# The Unapologetic Mathematician

## Square Roots

Here’s a nice little thing we can do with Jordan normal forms: show that every invertible linear endomorphism $S:V\rightarrow V$ on a vector space $V$ of finite dimension $d$ over an algebraically closed field $\mathbb{F}$ has a square root $T:V\rightarrow V$ so that $T^2=S$. Over at the Secret Blogging Seminar, they discussed this without using the Jordan normal form, and they dealt with the nilpotent blocks later, which has a similar feel to what we’re doing.

First, we find the Jordan normal form for $S$. This decomposes $V$ into Jordan blocks, none of which have eigenvalue zero since we’re assuming that $S$ is invertible. The transformation $S$ acts without mixing up the blocks, so if we can find a square root for each block then we can put those square roots together into a square root for the whole of $S$. So we may as well restrict our attention to a single block $J_n(\lambda)$, with $\lambda\neq0$.

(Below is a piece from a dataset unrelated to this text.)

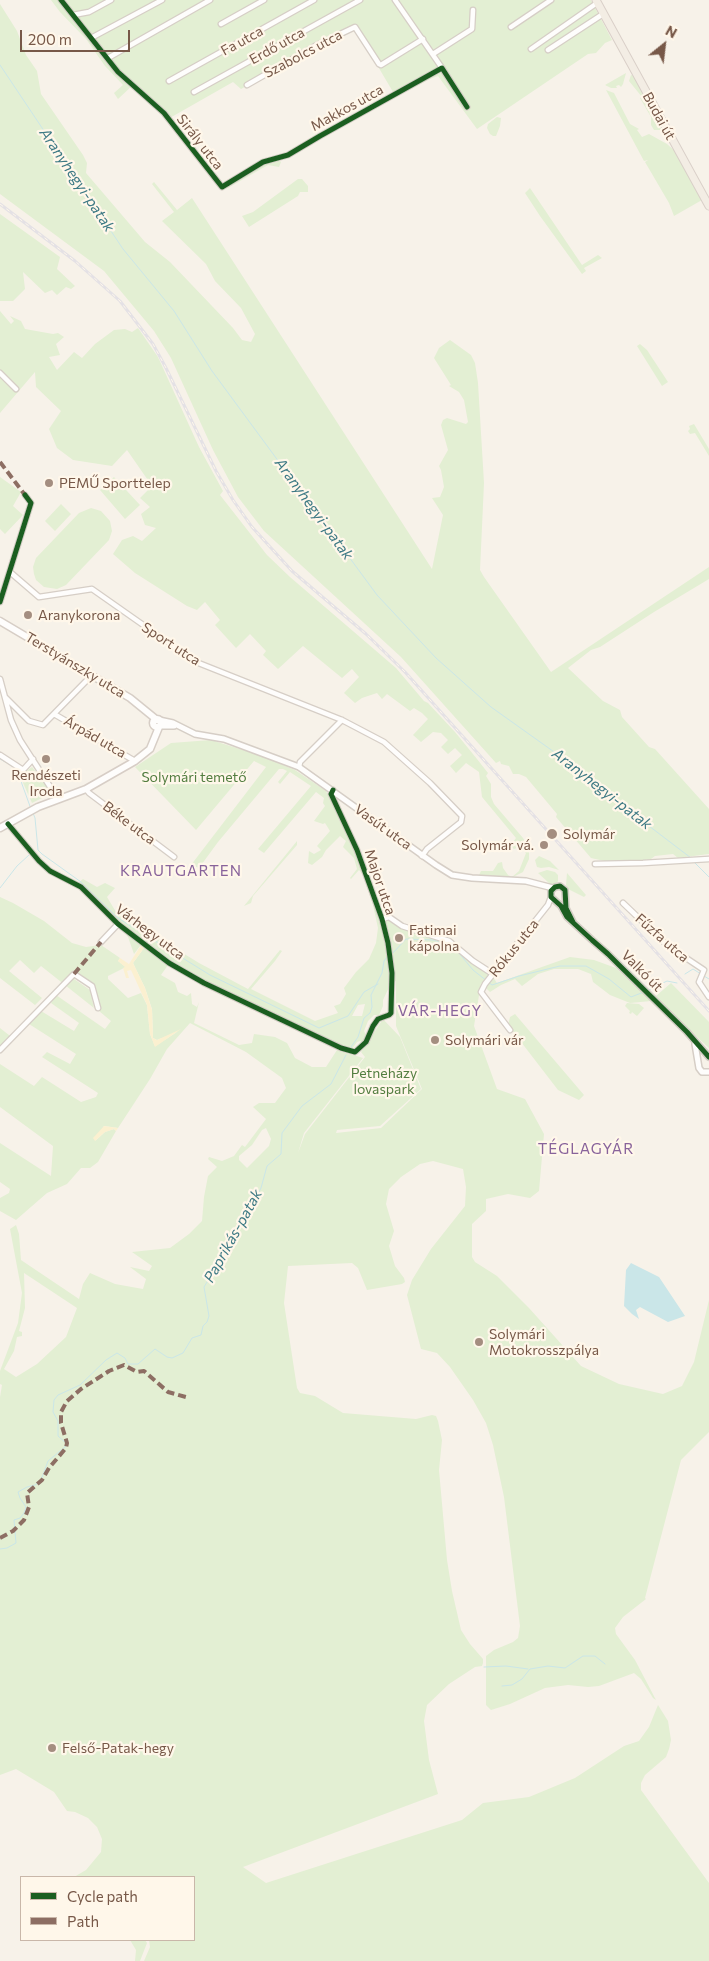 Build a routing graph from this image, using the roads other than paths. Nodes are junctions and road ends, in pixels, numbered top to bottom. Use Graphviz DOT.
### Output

We can write this block as $\lambda(1_V+N)$, where $N$ is a nilpotent matrix. In fact, it’s the matrix with $\frac{1}{\lambda}$ just above the diagonal and zeroes everywhere else. Since we’re working over an algebraically closed field, the scalar $\lambda$ must have a square root. So if $1_V+N$ has a square root, we’ll be done.

Now, it might seem like a really weird digression, but let’s look at the Taylor series for the function $\sqrt{1+x}$. Yes, that was purely a product of our work on analysis over $\mathbb{R}$, but let’s just consider it formally. It’s an infinite series

$\displaystyle\sqrt{1+x}=1+a_1x+a_2x^2+\ldots$

which has the formal algebraic property that if we multiply it by itself (and wave our hands frantically at all the convergence issues) we’ll get the polynomial $1+x$. But now if we put $N$ in for $x$ we notice something: after a while, all the powers of $N$ are zero, since $N$ is nilpotent! That is, we don’t have a power series, but just a nice polynomial in $N$. And then if we multiply this polynomial by itself, we get a bigger polynomial. But once we take into account the fact that $N$ is nilpotent, the only terms that survive are $1_V+N$.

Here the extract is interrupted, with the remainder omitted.